== AVAILABLE RECORDS ==

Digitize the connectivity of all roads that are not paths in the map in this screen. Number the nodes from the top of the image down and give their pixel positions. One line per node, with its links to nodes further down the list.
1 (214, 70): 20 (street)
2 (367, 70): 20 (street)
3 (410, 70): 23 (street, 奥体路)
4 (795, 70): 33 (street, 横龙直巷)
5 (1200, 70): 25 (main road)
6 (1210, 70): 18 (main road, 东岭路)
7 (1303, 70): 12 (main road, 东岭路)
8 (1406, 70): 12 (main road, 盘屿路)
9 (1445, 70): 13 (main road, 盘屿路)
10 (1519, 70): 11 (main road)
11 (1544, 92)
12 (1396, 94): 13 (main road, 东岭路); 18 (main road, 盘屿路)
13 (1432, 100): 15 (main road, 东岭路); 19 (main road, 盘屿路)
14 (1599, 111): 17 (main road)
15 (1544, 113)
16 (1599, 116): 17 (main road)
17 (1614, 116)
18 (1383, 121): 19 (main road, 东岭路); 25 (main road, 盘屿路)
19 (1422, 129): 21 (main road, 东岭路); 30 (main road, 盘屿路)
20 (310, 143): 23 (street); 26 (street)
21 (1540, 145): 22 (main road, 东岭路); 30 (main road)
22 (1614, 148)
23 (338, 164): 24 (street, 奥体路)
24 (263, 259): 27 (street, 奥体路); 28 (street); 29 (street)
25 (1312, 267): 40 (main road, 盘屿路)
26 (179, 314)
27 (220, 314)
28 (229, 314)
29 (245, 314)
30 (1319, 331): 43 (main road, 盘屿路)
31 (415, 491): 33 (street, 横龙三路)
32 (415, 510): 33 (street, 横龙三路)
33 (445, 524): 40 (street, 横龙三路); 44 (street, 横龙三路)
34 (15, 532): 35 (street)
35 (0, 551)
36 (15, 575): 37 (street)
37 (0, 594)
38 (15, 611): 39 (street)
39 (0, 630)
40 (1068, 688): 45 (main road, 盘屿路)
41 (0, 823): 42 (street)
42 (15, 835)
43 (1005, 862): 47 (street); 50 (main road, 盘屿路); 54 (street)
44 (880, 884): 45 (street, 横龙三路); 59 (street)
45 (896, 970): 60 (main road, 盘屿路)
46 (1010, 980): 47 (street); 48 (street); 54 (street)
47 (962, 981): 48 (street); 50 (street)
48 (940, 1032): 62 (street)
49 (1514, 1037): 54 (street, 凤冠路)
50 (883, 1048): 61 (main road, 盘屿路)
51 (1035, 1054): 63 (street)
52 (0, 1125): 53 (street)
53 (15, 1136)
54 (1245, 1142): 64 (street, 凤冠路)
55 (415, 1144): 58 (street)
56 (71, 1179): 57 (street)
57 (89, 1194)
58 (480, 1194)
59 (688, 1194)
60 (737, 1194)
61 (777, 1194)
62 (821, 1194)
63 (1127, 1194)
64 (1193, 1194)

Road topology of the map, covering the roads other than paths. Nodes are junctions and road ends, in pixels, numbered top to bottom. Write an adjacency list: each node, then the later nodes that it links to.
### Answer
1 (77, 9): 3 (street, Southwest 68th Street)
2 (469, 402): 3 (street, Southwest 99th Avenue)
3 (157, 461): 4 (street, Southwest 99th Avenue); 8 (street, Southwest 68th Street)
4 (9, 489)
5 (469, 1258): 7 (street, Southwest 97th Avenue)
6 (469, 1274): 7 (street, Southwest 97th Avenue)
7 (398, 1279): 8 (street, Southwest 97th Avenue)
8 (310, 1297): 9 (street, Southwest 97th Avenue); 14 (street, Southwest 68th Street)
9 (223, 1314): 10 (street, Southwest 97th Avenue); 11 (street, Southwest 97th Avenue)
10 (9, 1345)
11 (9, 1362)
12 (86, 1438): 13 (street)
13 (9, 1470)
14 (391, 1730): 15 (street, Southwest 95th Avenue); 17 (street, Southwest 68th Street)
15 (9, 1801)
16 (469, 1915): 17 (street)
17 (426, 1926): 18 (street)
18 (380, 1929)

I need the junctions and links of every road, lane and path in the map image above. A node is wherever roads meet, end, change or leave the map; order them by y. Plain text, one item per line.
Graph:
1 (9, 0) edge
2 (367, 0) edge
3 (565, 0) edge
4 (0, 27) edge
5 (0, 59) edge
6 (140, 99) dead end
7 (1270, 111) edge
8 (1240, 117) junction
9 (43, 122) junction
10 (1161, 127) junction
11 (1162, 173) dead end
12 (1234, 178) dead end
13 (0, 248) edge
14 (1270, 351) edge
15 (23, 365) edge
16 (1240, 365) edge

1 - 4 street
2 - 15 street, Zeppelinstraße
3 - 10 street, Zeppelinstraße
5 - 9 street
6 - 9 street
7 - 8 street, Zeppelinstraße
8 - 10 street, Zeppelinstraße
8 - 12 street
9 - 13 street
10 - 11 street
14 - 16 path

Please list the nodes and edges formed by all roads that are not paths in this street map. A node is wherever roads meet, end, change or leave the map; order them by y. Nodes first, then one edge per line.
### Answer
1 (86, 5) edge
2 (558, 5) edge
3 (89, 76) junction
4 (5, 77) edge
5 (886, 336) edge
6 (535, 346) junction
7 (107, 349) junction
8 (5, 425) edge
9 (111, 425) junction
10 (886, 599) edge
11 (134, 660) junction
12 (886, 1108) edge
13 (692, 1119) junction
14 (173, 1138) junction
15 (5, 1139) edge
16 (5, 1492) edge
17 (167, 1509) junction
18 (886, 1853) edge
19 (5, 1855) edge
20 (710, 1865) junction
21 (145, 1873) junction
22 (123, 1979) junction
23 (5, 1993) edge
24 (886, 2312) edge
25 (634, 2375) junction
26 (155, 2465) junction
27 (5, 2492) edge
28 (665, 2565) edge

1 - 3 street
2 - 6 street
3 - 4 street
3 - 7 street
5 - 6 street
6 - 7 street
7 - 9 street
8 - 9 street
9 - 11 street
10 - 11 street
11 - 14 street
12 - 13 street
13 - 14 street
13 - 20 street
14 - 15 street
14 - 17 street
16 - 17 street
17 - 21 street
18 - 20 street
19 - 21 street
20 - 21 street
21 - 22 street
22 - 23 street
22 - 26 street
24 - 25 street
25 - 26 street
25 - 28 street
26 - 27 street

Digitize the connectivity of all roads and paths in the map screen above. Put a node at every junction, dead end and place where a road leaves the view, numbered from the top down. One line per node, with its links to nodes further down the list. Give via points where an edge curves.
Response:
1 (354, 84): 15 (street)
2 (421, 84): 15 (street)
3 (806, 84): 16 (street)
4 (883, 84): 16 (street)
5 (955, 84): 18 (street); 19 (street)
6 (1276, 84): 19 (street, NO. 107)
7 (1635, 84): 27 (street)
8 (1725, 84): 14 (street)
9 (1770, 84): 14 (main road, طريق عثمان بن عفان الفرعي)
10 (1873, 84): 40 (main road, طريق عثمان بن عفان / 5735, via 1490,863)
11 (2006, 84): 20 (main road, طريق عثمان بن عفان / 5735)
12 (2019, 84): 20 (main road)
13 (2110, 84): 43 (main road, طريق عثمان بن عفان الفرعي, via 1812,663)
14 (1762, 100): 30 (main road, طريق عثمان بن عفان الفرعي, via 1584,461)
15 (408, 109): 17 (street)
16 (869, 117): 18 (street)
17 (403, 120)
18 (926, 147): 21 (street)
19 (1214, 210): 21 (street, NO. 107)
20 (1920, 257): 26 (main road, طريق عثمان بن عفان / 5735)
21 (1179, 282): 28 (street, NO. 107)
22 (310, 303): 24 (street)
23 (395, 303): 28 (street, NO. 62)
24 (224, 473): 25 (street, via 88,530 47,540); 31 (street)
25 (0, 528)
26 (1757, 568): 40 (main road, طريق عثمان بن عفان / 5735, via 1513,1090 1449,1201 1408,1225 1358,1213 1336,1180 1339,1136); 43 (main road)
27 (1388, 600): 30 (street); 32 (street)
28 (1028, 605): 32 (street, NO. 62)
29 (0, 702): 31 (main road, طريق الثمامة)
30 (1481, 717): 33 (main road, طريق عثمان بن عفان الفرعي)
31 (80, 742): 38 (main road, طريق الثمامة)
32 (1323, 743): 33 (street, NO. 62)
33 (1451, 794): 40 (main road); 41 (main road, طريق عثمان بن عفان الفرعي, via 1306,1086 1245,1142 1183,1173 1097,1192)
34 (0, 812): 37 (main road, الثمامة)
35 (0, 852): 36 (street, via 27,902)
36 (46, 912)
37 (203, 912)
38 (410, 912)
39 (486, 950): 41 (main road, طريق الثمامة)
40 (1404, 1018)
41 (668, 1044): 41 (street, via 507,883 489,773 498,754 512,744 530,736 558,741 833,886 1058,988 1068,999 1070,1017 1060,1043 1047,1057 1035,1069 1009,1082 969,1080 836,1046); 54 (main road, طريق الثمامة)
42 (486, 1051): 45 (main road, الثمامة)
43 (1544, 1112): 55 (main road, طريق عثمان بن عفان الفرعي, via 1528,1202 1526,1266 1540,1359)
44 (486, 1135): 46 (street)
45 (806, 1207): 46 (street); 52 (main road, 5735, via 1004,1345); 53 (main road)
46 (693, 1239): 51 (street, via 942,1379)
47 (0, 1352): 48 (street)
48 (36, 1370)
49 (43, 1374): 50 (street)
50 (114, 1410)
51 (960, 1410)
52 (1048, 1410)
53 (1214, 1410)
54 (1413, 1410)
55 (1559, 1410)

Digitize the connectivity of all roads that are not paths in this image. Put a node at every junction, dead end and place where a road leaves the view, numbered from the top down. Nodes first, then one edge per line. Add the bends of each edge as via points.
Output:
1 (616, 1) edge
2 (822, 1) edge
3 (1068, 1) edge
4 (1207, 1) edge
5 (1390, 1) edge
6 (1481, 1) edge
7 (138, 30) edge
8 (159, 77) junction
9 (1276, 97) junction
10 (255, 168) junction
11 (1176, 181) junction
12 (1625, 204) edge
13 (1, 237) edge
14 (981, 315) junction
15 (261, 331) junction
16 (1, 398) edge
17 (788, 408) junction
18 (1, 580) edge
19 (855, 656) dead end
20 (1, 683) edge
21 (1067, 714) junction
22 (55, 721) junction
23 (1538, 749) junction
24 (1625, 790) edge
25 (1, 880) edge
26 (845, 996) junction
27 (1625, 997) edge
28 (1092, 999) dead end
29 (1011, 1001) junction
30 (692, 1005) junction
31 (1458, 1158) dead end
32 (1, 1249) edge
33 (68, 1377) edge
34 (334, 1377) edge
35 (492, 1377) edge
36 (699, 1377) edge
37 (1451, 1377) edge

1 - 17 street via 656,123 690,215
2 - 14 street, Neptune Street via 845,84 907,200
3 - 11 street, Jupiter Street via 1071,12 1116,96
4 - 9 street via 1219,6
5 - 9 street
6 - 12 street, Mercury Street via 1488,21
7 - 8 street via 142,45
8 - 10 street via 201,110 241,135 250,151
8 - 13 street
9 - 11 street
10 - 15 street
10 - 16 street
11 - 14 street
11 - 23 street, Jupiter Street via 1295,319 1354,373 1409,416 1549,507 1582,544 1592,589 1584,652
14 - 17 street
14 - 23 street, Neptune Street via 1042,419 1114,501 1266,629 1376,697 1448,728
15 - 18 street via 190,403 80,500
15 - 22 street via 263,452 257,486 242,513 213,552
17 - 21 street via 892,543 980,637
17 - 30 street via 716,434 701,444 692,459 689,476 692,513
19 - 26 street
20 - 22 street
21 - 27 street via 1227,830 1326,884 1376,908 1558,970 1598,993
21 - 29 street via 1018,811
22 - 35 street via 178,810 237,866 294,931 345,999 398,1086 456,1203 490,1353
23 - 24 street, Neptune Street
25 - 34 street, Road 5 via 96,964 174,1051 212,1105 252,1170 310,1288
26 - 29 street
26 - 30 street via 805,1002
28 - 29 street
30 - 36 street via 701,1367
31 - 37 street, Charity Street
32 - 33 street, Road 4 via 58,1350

===

REQUIRED WORK: Go through the material and copy every line in which the word "Southwest" occurs.

THE COMPLETED TASK:
1 (77, 9): 3 (street, Southwest 68th Street)
2 (469, 402): 3 (street, Southwest 99th Avenue)
3 (157, 461): 4 (street, Southwest 99th Avenue); 8 (street, Southwest 68th Street)
5 (469, 1258): 7 (street, Southwest 97th Avenue)
6 (469, 1274): 7 (street, Southwest 97th Avenue)
7 (398, 1279): 8 (street, Southwest 97th Avenue)
8 (310, 1297): 9 (street, Southwest 97th Avenue); 14 (street, Southwest 68th Street)
9 (223, 1314): 10 (street, Southwest 97th Avenue); 11 (street, Southwest 97th Avenue)
14 (391, 1730): 15 (street, Southwest 95th Avenue); 17 (street, Southwest 68th Street)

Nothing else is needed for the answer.